Tuesday, December 25, 2007

Is That a Starfish Atop Your Holiday Tree?

Thanks to my friend Ellen Harvey of Harness Racing Communications, a project of the US Trotting Association, for reminding me of a great parable that is so symbolic of the renewal and reflection that should mark our days over this holiday break.

Ellen occasionally drives out to the New Holland (Pennsylvania) horse sale where she methodically buys a few youngish Standardbreds. She and a few investors fund rehab and retraining on a couple of ex-racehorses a year until they are ready to go to homes as pleasure horses. When one is placed in a home, they go get another.

Ellen's efforts save the equivalent of a very small drop in the bound-for-slaughter bucket.

She calls her project "Starfish Stable" and there's a good story behind the name.

No one knows the source of the starfish metaphor.

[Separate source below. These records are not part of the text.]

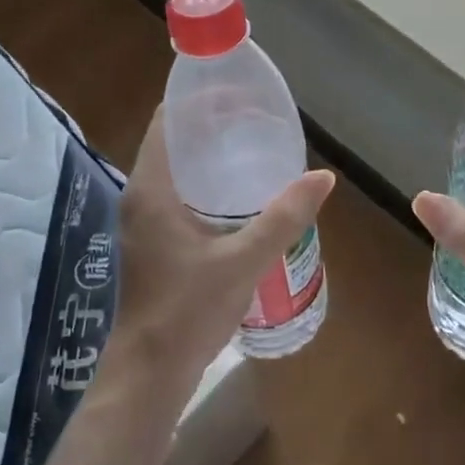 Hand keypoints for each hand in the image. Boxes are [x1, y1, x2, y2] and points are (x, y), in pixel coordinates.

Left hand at [108, 105, 334, 399]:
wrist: (150, 373)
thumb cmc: (189, 310)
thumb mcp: (243, 260)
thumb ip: (283, 217)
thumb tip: (323, 177)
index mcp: (151, 189)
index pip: (166, 121)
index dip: (198, 100)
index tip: (237, 91)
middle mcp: (141, 197)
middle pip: (173, 141)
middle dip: (211, 124)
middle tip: (256, 117)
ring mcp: (144, 222)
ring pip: (176, 169)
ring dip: (209, 154)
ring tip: (253, 146)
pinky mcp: (153, 242)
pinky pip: (178, 194)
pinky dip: (206, 181)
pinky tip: (240, 193) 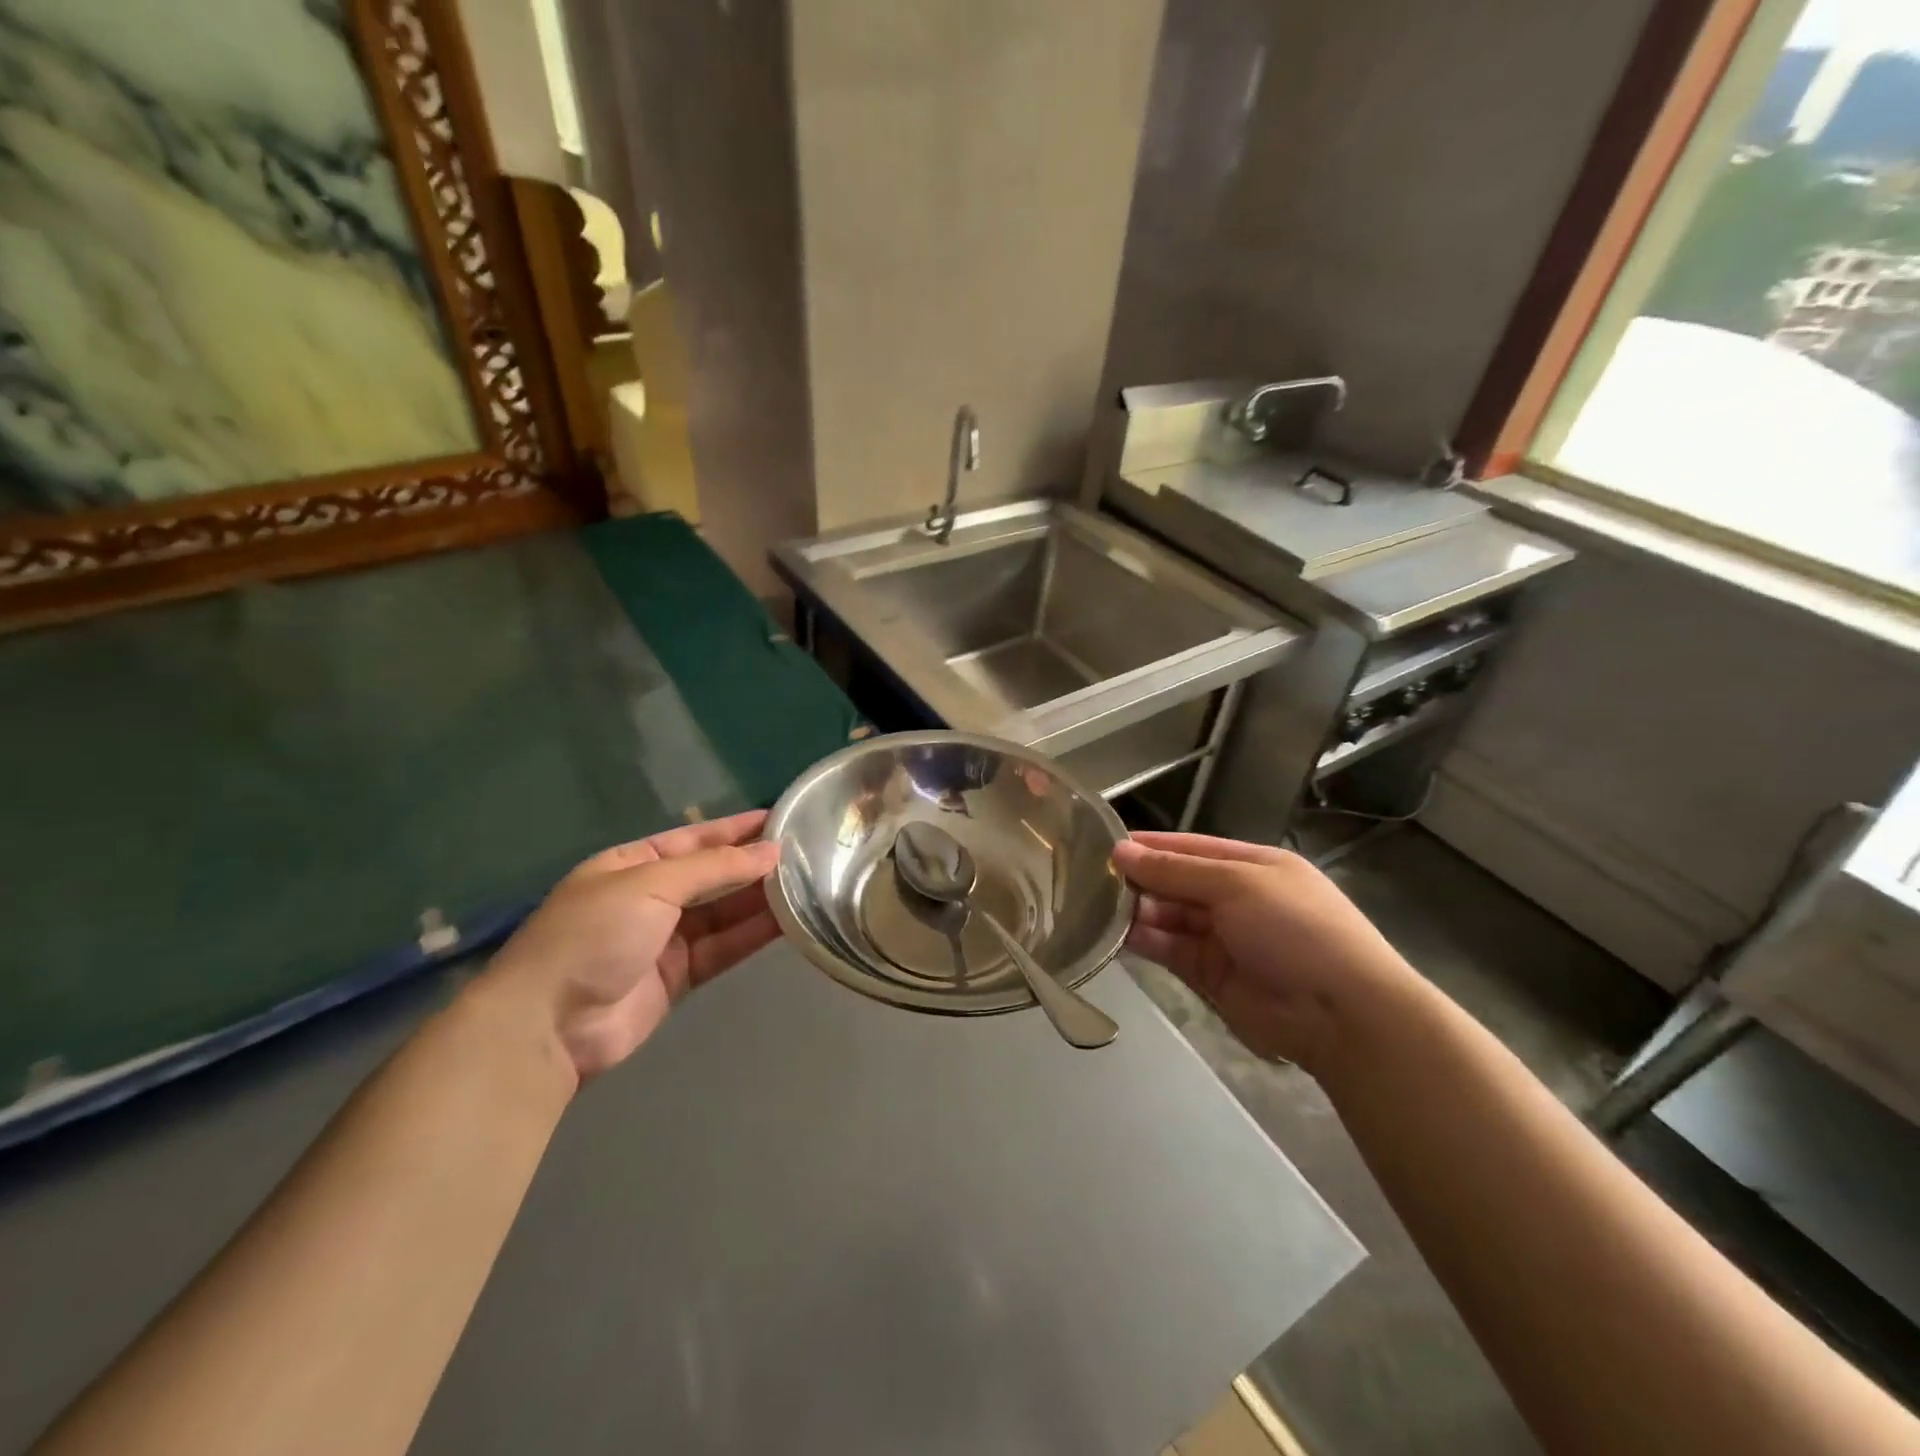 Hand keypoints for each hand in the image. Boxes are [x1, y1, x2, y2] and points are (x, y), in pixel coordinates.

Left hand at [479, 810, 782, 1081]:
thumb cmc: (594, 933)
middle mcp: (650, 897)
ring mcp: (664, 938)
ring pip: (722, 912)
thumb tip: (770, 852)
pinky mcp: (678, 976)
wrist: (548, 1023)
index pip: (694, 838)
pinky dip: (752, 935)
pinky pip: (723, 947)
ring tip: (806, 883)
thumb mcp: (652, 884)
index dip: (736, 829)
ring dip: (759, 899)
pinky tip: (787, 921)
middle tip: (805, 852)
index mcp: (632, 864)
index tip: (781, 818)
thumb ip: (714, 868)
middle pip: (712, 875)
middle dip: (753, 864)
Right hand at [1112, 831, 1418, 1071]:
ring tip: (1095, 905)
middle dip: (1139, 879)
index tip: (1105, 844)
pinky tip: (1116, 933)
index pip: (1190, 848)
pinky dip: (1145, 940)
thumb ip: (1175, 870)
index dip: (1150, 845)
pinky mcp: (1210, 975)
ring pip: (1168, 916)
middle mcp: (1235, 898)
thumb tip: (1121, 850)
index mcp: (1252, 865)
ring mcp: (1222, 938)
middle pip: (1176, 882)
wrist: (1342, 1014)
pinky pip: (1170, 949)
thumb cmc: (1295, 928)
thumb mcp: (1237, 884)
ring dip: (1137, 910)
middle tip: (1089, 878) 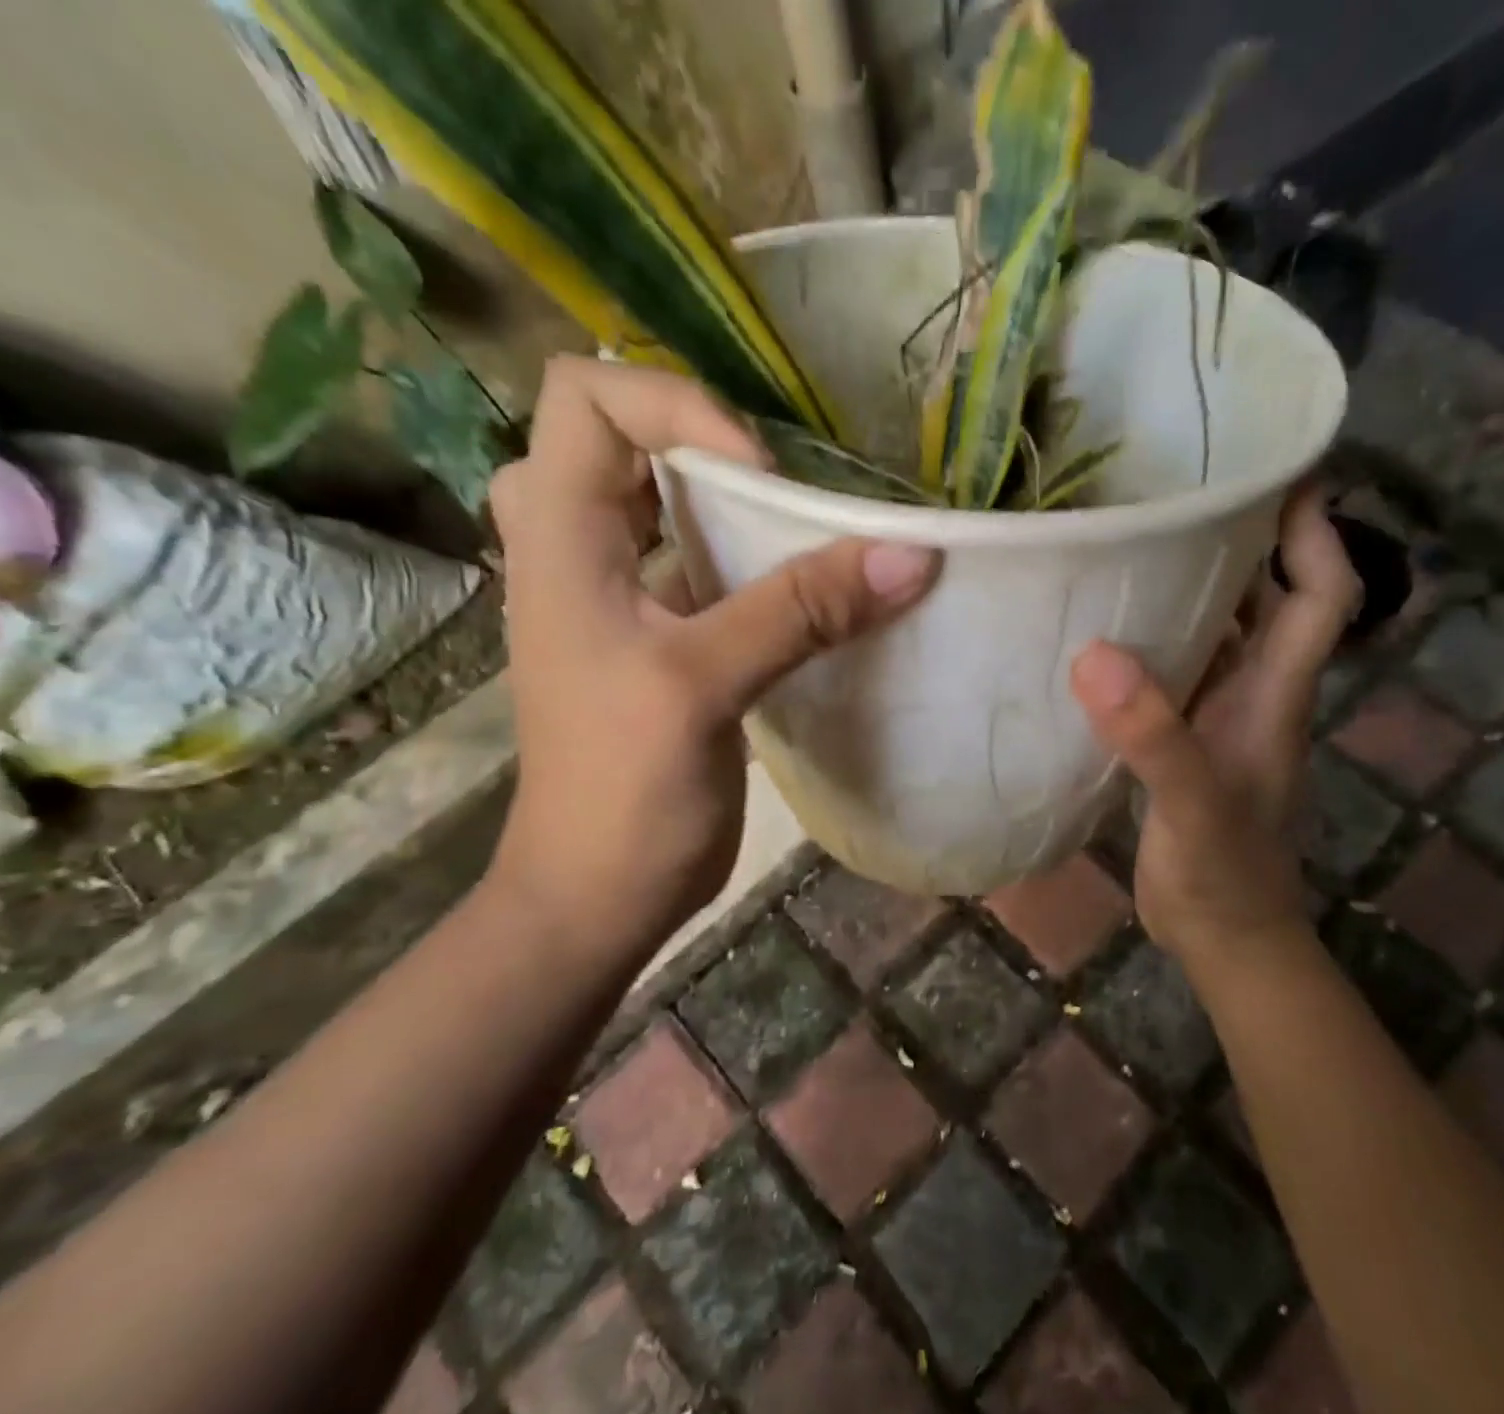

It is attributed to the late anthropologist Loren Eisley, but even he admits that he is just retelling a story told to him. And here it is:

The Starfish Story
as told by Loren Eiseley

A young man was picking up objects off the beach and tossing them out into the sea. A second man approached him, and saw that the objects were starfish.

'Why in the world are you throwing starfish into the water?'

'If the starfish are still on the beach when the tide goes out and the sun rises high in the sky, they will die,' replied the young man.

'That's ridiculous. There are thousands of miles of beach and millions of starfish. You can't really believe that what you're doing could possibly make a difference!'

The young man picked up another starfish, paused thoughtfully, and remarked as he tossed it out into the waves, 'It makes a difference to this one.'


Sometimes starfish have four hooves and a mane and a tail. Starfish aren't just at the killer auctions. They abound in the hoof world, and they are all around us.

They're the foundered horses you brought home when the owners gave up. They're alive and well in those bills that you "forgot" to send out, or the ones where you dropped a zero off the total. There are starfish among the kids you let follow you around. That 28-year-old Cushings horse with laminitis who can now trot in his new booties proves that you're never too old to be a starfish.

Maybe we can't save all the foundered horses in the world, or prevent every racehorse from breaking down or fund all the research that needs to be done. But each of us can--and, I believe, based on what I see, does--help make a difference by helping out a few starfish now and then.

Looking down this long, long beach, I hear splashes, all year long.

Merry Christmas to all the lucky starfish in the sea and to all of you. Cheers!